▶ [Task objective]:
Copy every line that contains the string "pixel" from the entries below.

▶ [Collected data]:
++++++++
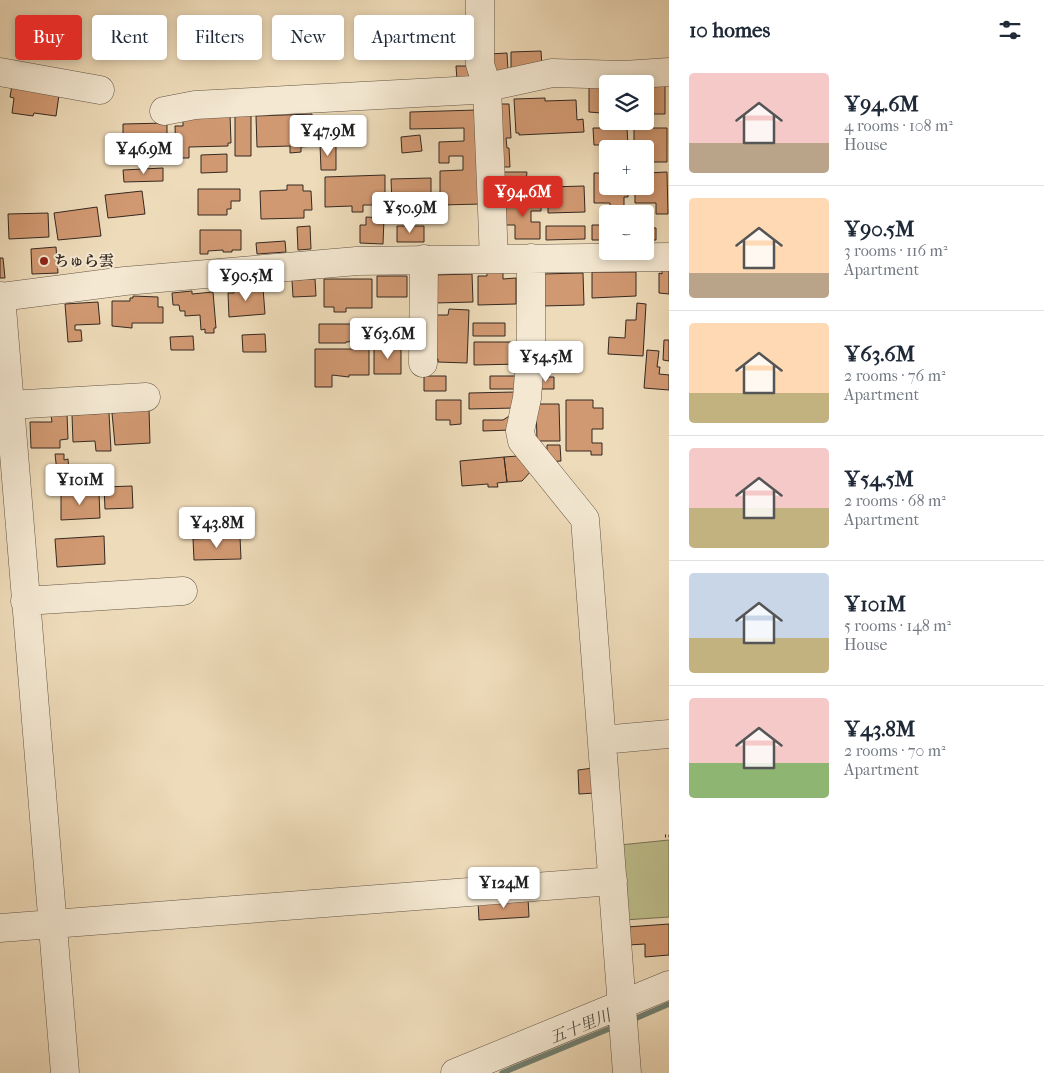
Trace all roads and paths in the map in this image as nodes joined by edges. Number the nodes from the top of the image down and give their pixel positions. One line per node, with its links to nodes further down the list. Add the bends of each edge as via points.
1 (480, 0): 4 (street, via 480,64)
2 (0, 72): 5 (street)
3 (669, 72): 4 (street, via 624,75 552,73)
4 (487, 87): 6 (street, via 195,104); 10 (street)
5 (100, 90)
6 (164, 111)
7 (669, 257): 8 (street)
8 (531, 258): 10 (street); 18 (street, via 531,347 527,398 520,431 522,441 585,520)
9 (424, 259): 10 (street); 11 (street, via 357,261 134,280); 12 (street)
10 (494, 259)
11 (0, 296): 14 (street)
12 (423, 363)
13 (146, 397): 14 (street)
14 (9, 406): 16 (street)
15 (183, 591): 16 (street)
16 (25, 601): 20 (street)
17 (669, 734): 18 (street)
18 (602, 740): 19 (street)
19 (613, 881): 20 (street); 23 (street)
20 (54, 924): 21 (street); 24 (street)
21 (0, 928)
22 (669, 985): 23 (street)
23 (623, 1004): 25 (street); 26 (street)
24 (65, 1073)
25 (455, 1073)
26 (628, 1073)

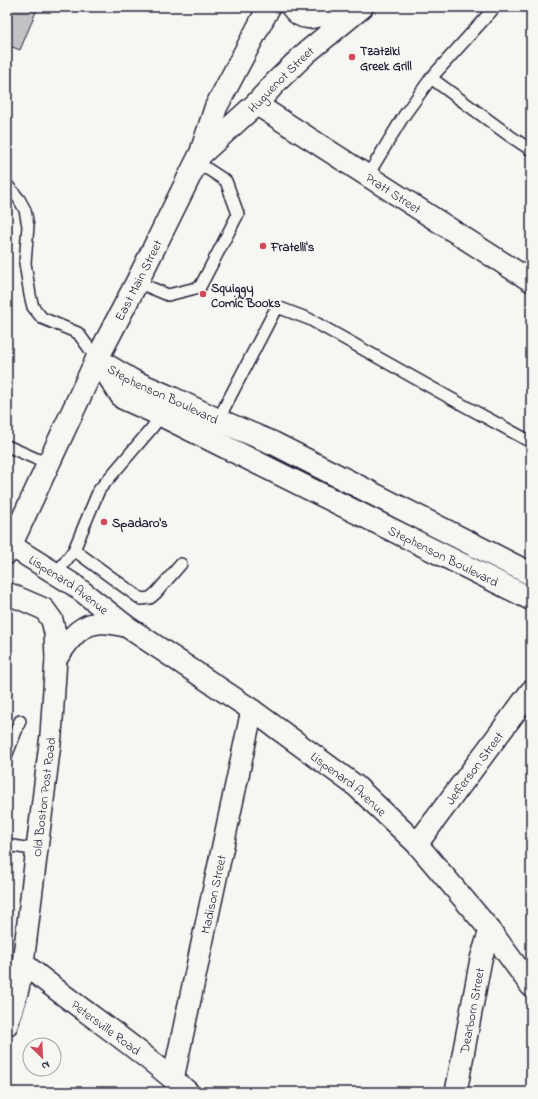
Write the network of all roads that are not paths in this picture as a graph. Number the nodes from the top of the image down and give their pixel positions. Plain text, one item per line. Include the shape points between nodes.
1 (292, 7) edge
2 (349, 7) edge
3 (362, 7) edge
4 (495, 7) edge
5 (265, 8) edge
6 (431, 78) junction
7 (256, 104) junction
8 (531, 150) edge
9 (199, 158) junction
10 (368, 176) junction
11 (7, 185) edge
12 (531, 281) edge
13 (137, 282) junction
14 (97, 359) junction
15 (167, 406) junction
16 (218, 420) junction
17 (531, 442) edge
18 (7, 446) edge
19 (48, 464) junction
20 (9, 549) edge
21 (74, 550) junction
22 (181, 564) dead end
23 (56, 574) junction
24 (531, 574) edge
25 (7, 593) edge
26 (531, 599) edge
27 (126, 626) junction
28 (56, 659) junction
29 (531, 691) edge
30 (252, 710) junction
31 (20, 721) dead end
32 (7, 754) edge
33 (417, 844) junction
34 (7, 845) edge
35 (37, 850) junction
36 (490, 930) junction
37 (17, 967) edge
38 (531, 986) edge
39 (7, 1025) edge
40 (181, 1085) edge
41 (456, 1092) edge

1 - 2 street via 302,17 312,18
3 - 7 street, Huguenot Street via 306,53
4 - 6 lane
5 - 9 street, East Main Street via 216,106
6 - 8 lane
6 - 10 lane via 403,117
7 - 9 street, Huguenot Street
7 - 10 street, Pratt Street
9 - 13 street, East Main Street
9 - 13 lane via 226,181 238,214 200,287 168,295
10 - 12 street, Pratt Street
11 - 14 lane via 25,210 28,226 25,263 33,307 42,318 78,333
13 - 14 street, East Main Street
14 - 15 street, Stephenson Boulevard via 123,398
14 - 19 street, East Main Street
15 - 16 street, Stephenson Boulevard
15 - 21 lane via 151,429 99,490
15 - 26 street, Stephenson Boulevard
16 - 17 lane via 274,312 280,308 309,319
16 - 24 street, Stephenson Boulevard via 273,443
18 - 19 lane
19 - 20 street, East Main Street
20 - 23 street, Lispenard Avenue
21 - 22 lane via 141,599 150,598 156,593
21 - 23 lane
23 - 27 street, Lispenard Avenue
25 - 28 street, Old Boston Post Road via 44,609 52,620
27 - 28 street, Lispenard Avenue via 106,622 83,627 71,637
27 - 30 street, Lispenard Avenue
28 - 35 street, Old Boston Post Road via 51,735
29 - 33 street, Jefferson Street
30 - 33 street, Lispenard Avenue via 356,786
30 - 40 street, Madison Street
31 - 32 lane
33 - 36 street, Lispenard Avenue
34 - 35 lane
35 - 37 street, Old Boston Post Road
36 - 38 street, Lispenard Avenue
36 - 41 street, Dearborn Street via 481,959
37 - 39 street, Old Boston Post Road via 18,989
37 - 40 street, Petersville Road via 49,985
++++++++
▶ [Answer to the exercise]:
Trace all roads and paths in the map in this image as nodes joined by edges. Number the nodes from the top of the image down and give their pixel positions. One line per node, with its links to nodes further down the list. Add the bends of each edge as via points.
Write the network of all roads that are not paths in this picture as a graph. Number the nodes from the top of the image down and give their pixel positions. Plain text, one item per line. Include the shape points between nodes.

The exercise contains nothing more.